From floods to strikes: Ramaphosa honours SANDF, full of pride

2019-02-21 16:53

President Cyril Ramaphosa on Thursday paid tribute to the country's armed forces and the many ways in which they helped those in need.

In Cape Town for National Armed Forces Day, he first laid a wreath at the SS Mendi Memorial on the Lower Campus of the University of Cape Town.

This was to commemorate the troops who died when the vessel sank in the English Channel on this day in 1917.

"The men who died on the SS Mendi and others of the Native Labour Corps who served in the trenches in France did not enlist to further the advance of imperialism," he said in a speech prepared for delivery.

"They volunteered at a time when the 1913 Land Act had cut a devastating swathe across black communities in this country, and they hoped with their service to get a chance to provide for their families. They also saw it as a chance to play their part in defence of the freedom and preservation of humankind."

He said the men were heroes and every citizen was duty-bound to tell their children about their bravery and courage.

Ramaphosa then presented medals to some members of the South African National Defence Force (SANDF) during a military parade in Table View.

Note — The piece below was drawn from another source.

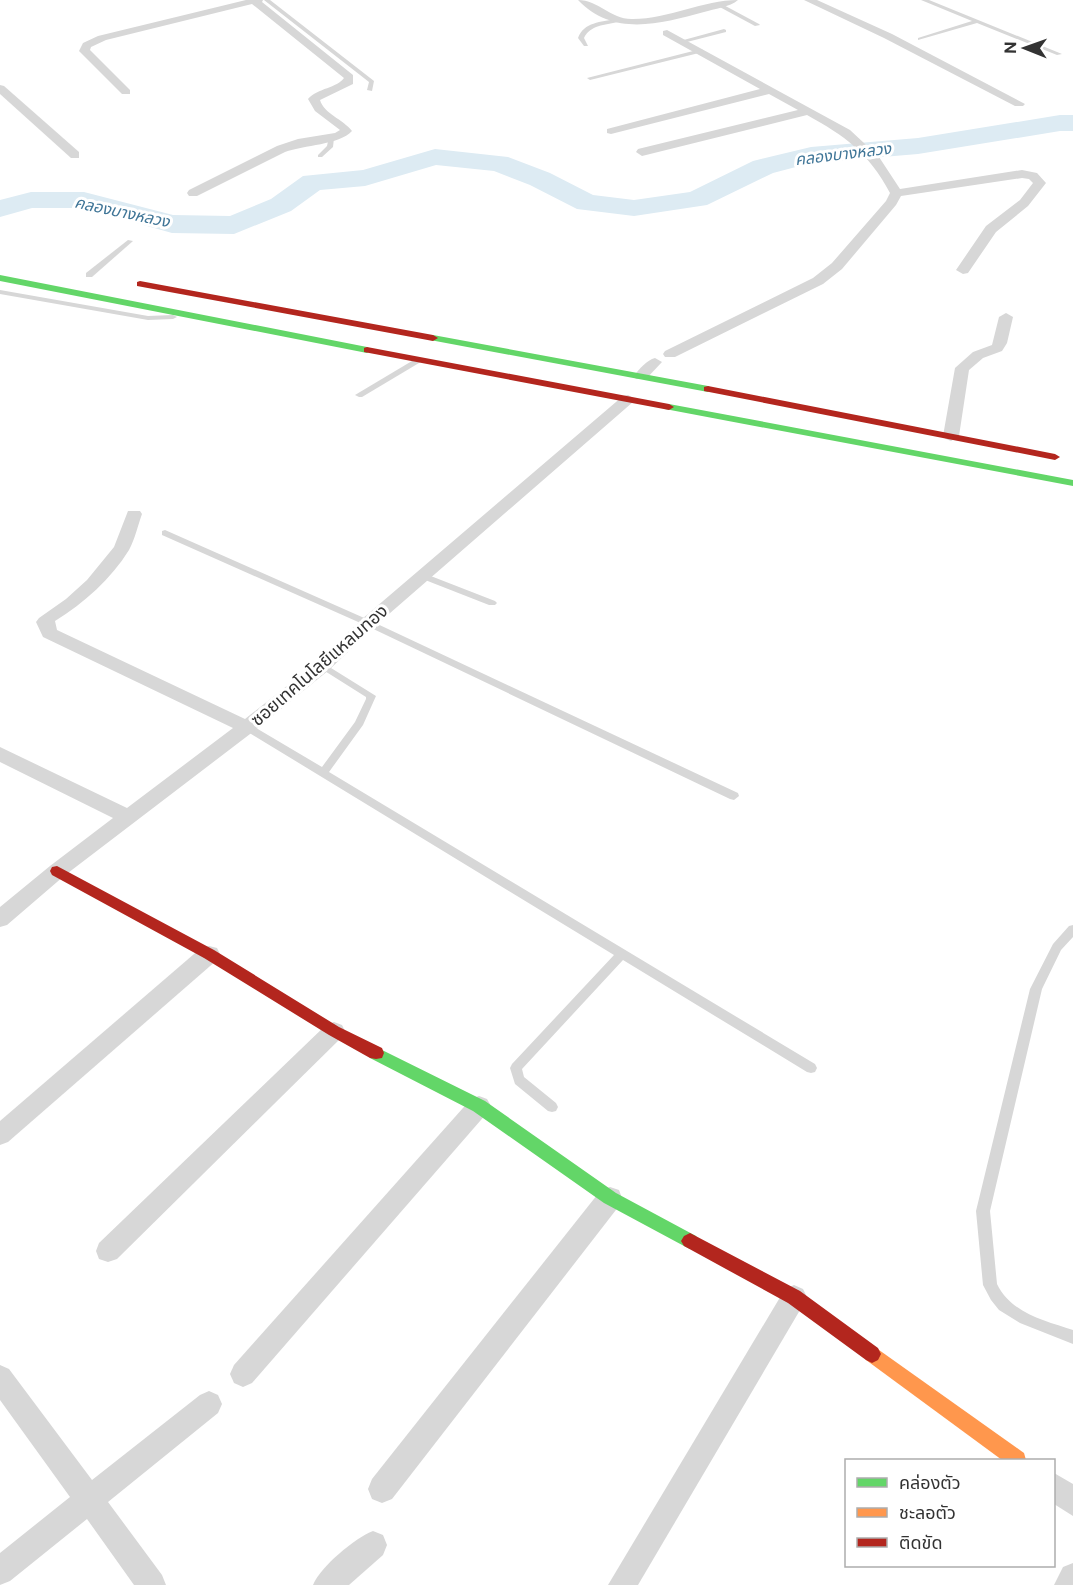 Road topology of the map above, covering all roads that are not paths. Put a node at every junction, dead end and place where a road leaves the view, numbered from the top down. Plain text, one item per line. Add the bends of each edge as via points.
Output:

He honoured veterans and those still in uniform, as well as their families.

"You have given us the best of your men and women, who left you in the bloom and enthusiasm of youth, and who returned wiser, disciplined and stronger," he said.

Ramaphosa acknowledged the diverse roles that the military played.

"We all recall the iconic image of a young mother, clutching her newborn baby Rosita as she was pulled to the safety of an SANDF chopper during the Mozambican floods of 2000. We also recall with pride the deployment of the South African Military Health Service across hospitals in Gauteng in 2017 after industrial action nearly paralysed services in the province," he said.

A year later, military health staff helped out at Mahikeng Hospital in the North West during a longstanding strike.

At present, the SANDF is in the Vaal to contain a sewage spillage at the severely polluted Vaal River.

READ:  R240m cash injection to fix polluted Vaal River, but it still isn't enough

Ramaphosa said the SANDF was also involved in international peacekeeping missions in Africa.

"Whether it is engaging in anti-piracy patrols in the Mozambique Channel, battling veld fires in the Cape, doing border patrols as part of Operation Corona or attending to critical infrastructure, our national defence force is a source of enduring pride."

Climate change and extreme weather conditions meant the SANDF would be kept busy with humanitarian assistance and disaster relief, he added. 

"It is also the responsibility of our armed forces to guard our country's borders against the infiltration of transnational criminal syndicates, the flow of contraband, human trafficking, undocumented migrants and other illicit activities."

He valued their contribution and wished all troops strength and courage.